The Spirea x Arguta (Bridal Wreath, Foam of May) has burst into a brilliant mass of white flowers that are visible long after the sun has gone down. This shrub almost seems to fluoresce in the twilight. It’s one of my favourite shrubs and I’ve been waiting all year just to see it like this:
While most blossom trees are now fading or have already finished, ours is late flowering and has just gotten started. The delay is definitely worth it as the leafless tree becomes smothered in thousands of delicate pink flowers. It’s extra special as the blossom starts off almost white, then darkens through shades of pink as it ages. The flowers are double too and look like miniature ruffled pom-poms. Seeing this tree erupt into flower is incredibly heart-lifting.
Talking of hearts, the Dicentra (now reclassified to Lamprocapnos spectabilis) is in flower, with some of the more unusual flowers to be found on any temperate plant: hearts strung out on a line:
Finally we have the dainty, unusual and very beautiful Aquilegia of mixed singles, doubles and colours, planted in groups about the garden. They will last for a while and are an essential plant for any cottage garden (especially given its common name is “Granny’s bonnet”).

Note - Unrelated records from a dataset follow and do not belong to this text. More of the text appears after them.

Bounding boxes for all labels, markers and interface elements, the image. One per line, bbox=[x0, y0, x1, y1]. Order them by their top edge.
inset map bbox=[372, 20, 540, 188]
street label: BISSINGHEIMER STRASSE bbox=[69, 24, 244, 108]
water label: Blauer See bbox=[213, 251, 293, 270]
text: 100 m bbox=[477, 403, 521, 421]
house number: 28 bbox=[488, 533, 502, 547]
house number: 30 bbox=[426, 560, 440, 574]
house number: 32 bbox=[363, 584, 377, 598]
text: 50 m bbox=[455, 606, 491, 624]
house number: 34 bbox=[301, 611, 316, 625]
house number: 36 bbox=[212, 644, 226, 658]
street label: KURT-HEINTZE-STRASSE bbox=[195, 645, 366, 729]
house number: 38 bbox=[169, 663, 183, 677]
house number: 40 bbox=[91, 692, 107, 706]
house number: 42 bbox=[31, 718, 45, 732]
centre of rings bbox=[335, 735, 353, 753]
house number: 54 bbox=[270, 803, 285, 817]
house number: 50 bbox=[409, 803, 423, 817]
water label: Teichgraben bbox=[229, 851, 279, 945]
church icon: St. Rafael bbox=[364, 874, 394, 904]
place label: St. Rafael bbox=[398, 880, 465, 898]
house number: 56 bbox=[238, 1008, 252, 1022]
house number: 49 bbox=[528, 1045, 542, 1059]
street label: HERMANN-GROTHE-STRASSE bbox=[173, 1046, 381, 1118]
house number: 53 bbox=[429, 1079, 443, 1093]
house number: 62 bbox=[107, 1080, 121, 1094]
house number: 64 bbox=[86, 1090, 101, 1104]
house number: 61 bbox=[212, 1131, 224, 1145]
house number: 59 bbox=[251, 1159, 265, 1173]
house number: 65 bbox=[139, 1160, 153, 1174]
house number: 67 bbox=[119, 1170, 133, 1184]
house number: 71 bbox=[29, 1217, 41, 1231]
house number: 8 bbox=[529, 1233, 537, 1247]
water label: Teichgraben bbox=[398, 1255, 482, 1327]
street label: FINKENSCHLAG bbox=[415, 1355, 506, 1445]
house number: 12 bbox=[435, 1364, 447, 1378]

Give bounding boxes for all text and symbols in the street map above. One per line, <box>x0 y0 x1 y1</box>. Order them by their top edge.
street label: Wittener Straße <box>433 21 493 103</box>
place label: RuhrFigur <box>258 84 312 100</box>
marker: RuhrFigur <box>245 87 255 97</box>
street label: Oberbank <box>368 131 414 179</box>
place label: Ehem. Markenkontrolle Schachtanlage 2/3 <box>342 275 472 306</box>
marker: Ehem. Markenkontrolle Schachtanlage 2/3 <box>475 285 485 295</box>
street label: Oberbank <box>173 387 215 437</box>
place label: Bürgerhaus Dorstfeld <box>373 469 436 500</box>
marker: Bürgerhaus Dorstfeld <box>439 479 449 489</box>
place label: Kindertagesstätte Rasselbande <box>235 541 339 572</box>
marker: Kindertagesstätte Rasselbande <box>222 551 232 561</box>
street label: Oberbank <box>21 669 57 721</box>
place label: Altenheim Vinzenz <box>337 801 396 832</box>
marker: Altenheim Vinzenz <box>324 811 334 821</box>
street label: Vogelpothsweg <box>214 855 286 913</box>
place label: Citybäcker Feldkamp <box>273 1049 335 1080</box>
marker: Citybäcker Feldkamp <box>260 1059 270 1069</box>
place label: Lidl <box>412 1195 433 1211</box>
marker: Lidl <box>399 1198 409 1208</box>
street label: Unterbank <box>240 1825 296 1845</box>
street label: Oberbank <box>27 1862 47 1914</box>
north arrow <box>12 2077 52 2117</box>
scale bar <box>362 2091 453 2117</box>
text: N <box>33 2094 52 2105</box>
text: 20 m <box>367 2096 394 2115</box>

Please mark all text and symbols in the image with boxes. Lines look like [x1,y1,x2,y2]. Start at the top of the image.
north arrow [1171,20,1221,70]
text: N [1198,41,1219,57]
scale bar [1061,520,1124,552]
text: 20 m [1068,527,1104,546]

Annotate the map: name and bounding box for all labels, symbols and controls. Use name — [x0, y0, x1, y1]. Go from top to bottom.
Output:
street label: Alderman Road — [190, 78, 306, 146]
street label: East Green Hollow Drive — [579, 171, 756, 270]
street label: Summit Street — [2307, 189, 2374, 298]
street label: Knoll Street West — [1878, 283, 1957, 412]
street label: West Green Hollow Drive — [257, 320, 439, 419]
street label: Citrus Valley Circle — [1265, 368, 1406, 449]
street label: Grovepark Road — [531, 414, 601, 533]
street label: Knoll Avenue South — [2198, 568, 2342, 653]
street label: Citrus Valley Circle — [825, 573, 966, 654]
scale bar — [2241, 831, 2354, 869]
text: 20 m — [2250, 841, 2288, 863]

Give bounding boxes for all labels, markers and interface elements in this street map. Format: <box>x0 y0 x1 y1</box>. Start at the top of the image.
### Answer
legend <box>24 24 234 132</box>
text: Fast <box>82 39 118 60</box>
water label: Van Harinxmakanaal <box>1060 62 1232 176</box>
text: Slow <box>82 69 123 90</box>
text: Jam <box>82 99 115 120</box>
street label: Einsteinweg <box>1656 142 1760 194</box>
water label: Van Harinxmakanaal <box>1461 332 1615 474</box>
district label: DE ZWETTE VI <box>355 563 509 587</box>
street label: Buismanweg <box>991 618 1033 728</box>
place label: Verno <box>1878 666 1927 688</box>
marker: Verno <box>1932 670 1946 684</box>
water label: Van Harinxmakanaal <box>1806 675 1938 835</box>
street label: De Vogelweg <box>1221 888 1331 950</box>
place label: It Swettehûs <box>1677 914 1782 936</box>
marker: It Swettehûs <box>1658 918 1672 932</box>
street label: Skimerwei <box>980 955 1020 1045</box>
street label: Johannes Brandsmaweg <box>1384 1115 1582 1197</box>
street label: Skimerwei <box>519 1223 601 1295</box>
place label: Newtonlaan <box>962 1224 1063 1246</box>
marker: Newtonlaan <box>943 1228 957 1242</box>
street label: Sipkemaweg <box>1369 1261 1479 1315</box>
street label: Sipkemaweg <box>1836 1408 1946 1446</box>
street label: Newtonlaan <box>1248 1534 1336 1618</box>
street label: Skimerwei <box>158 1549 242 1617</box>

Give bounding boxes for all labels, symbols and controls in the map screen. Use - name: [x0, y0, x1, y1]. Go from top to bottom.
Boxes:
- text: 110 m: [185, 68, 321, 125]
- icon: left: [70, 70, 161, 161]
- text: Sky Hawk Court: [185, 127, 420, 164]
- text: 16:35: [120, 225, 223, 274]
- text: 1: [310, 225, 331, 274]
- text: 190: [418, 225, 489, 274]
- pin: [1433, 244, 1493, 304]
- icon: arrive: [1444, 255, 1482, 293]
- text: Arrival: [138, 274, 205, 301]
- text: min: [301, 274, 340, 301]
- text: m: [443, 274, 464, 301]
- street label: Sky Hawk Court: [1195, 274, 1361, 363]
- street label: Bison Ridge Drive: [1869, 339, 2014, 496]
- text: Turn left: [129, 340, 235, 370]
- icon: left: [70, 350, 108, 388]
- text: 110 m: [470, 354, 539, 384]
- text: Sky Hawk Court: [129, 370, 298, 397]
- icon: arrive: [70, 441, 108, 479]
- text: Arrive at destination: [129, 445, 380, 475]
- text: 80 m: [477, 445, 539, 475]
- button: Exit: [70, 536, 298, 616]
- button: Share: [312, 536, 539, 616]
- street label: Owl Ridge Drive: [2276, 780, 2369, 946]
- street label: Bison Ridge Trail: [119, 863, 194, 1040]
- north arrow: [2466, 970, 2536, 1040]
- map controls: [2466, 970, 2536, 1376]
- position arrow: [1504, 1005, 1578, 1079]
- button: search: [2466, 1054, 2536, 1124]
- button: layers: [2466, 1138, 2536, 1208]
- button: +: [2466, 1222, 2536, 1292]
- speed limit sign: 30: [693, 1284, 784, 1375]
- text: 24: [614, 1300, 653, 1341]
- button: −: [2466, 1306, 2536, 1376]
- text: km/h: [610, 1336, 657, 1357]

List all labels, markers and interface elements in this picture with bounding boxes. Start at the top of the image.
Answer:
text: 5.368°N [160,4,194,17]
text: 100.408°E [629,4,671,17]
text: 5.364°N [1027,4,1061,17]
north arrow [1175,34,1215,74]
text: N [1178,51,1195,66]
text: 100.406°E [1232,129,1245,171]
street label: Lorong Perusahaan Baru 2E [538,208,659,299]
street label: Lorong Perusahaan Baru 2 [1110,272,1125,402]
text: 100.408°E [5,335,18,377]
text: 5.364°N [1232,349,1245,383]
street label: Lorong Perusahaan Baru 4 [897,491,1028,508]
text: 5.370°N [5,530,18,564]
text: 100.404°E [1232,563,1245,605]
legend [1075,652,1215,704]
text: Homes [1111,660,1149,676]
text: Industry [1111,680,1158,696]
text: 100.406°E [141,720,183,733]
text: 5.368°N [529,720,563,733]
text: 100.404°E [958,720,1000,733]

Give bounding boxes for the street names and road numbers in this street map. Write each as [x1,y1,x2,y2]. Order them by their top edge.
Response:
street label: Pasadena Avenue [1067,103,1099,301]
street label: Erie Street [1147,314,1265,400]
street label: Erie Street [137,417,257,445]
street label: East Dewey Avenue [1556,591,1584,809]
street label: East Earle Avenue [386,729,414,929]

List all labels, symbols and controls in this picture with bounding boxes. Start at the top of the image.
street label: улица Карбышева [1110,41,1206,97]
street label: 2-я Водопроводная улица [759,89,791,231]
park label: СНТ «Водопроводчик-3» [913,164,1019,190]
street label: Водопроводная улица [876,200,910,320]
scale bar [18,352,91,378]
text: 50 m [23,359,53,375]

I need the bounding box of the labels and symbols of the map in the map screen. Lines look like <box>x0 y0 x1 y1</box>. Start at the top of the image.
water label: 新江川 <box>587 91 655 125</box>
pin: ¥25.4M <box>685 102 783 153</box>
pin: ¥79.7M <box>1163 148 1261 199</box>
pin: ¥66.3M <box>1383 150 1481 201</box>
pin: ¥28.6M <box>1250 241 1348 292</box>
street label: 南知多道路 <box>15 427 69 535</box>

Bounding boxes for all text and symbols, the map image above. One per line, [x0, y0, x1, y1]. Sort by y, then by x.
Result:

Some colours are out earlier than others. They’re so easy to do from seed, I can imagine having a few trays of these by the end of the season.
Other plants in flower at the moment include Lunaria Annua (Honesty), Clematis Montana Rubens, Choisya Ternata (mexican orange blossom), a long drift of wild garlic and of course, the Wisteria, which deserves a whole post dedicated just to itself.
Garden Bloggers Bloom Day is hosted by May Dreams Gardens on the 15th of every month, giving gardeners around the world an opportunity to show what’s in flower in their part of the world.